Here in this notebook I will jot down the notes and code snippets as I go throught this course. 

Link for the video tutorials: https://www.youtube.com/playlist?list=PLtmWHNX-gukKocXQOkQjuVxglSDYWsSh9 

Github repo for the materials: https://github.com/fastai/course-nlp


## Syllabus Topics Covered :

### 1. What is NLP?
- A changing field
- Resources
-Tools
- Python libraries
- Example applications
- Ethics issues

### 2. Topic Modeling with NMF and SVD

- Stop words, stemming, & lemmatization
- Term-document matrix
- Topic Frequency-Inverse Document Frequency (TF-IDF)
- Singular Value Decomposition (SVD)
- Non-negative Matrix Factorization (NMF)
- Truncated SVD, Randomized SVD
### 3. Sentiment classification with Naive Bayes, Logistic regression, and ngrams

- Sparse matrix storage
- Counters
- the fastai library
- Naive Bayes
- Logistic regression
- Ngrams
- Logistic regression with Naive Bayes features, with trigrams

### 4. Regex (and re-visiting tokenization)

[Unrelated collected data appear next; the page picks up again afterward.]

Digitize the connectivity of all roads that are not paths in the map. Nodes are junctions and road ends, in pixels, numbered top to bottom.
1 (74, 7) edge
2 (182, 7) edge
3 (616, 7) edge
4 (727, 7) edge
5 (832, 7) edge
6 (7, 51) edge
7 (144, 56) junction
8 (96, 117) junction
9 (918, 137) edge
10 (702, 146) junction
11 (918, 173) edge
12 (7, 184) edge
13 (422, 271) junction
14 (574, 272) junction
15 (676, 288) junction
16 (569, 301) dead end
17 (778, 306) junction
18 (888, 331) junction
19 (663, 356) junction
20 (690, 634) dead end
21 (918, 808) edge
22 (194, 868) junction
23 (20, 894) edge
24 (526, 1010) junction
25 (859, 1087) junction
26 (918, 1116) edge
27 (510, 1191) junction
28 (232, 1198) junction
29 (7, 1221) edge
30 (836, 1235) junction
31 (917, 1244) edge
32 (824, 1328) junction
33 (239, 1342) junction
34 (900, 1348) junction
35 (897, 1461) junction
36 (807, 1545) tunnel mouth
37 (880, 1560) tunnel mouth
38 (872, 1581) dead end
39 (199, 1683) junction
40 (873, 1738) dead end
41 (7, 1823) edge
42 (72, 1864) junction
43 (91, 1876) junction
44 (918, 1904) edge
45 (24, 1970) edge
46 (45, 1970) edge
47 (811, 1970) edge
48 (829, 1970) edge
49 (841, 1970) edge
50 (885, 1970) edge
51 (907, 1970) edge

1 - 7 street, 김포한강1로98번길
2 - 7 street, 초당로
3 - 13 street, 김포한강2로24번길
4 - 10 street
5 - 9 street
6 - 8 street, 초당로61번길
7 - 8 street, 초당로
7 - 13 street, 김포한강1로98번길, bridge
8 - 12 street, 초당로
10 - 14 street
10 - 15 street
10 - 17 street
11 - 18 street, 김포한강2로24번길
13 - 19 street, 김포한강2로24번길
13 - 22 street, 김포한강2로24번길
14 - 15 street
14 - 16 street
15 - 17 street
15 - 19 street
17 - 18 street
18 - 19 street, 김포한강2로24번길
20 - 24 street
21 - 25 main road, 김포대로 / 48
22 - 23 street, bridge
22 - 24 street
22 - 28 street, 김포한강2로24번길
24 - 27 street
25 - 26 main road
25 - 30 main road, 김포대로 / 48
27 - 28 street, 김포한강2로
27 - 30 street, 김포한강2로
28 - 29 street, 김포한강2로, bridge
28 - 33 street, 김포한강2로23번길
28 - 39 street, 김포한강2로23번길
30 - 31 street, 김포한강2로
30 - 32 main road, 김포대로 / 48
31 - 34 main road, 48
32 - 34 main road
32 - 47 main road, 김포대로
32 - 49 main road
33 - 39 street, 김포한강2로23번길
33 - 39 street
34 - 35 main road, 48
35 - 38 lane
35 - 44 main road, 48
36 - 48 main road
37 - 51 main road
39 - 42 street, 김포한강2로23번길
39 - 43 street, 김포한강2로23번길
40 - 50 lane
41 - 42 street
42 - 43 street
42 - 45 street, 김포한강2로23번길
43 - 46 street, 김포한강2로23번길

### 5. Language modeling & sentiment classification with deep learning

- Language model
- Transfer learning
- Sentiment classification

### 6. Translation with RNNs

- Review Embeddings
- Bleu metric
- Teacher Forcing
- Bidirectional
- Attention

### 7. Translation with the Transformer architecture

- Transformer Model
- Multi-head attention
- Masking
- Label smoothing

### 8. Bias & ethics in NLP
- bias in word embeddings
- types of bias
- attention economy
- drowning in fraudulent/fake info


In [None]:
!pip install fastai --upgrade

In [2]:
import fastai 
print(fastai.__version__)
from fastai import * 
from fastai.text import *

2.4


## Topic Modelling with NMF and SVD

A good way to start the study of NLP, we will use two popular matrix decomposition techniques. 

We have laid a matrix (**term-document matrix**) of different character names and the acts wrote by Shakespeare, it's an example of bag of words. This is also called Latent Semantic Analysis. 

term —> names of the characters are considered as terms. 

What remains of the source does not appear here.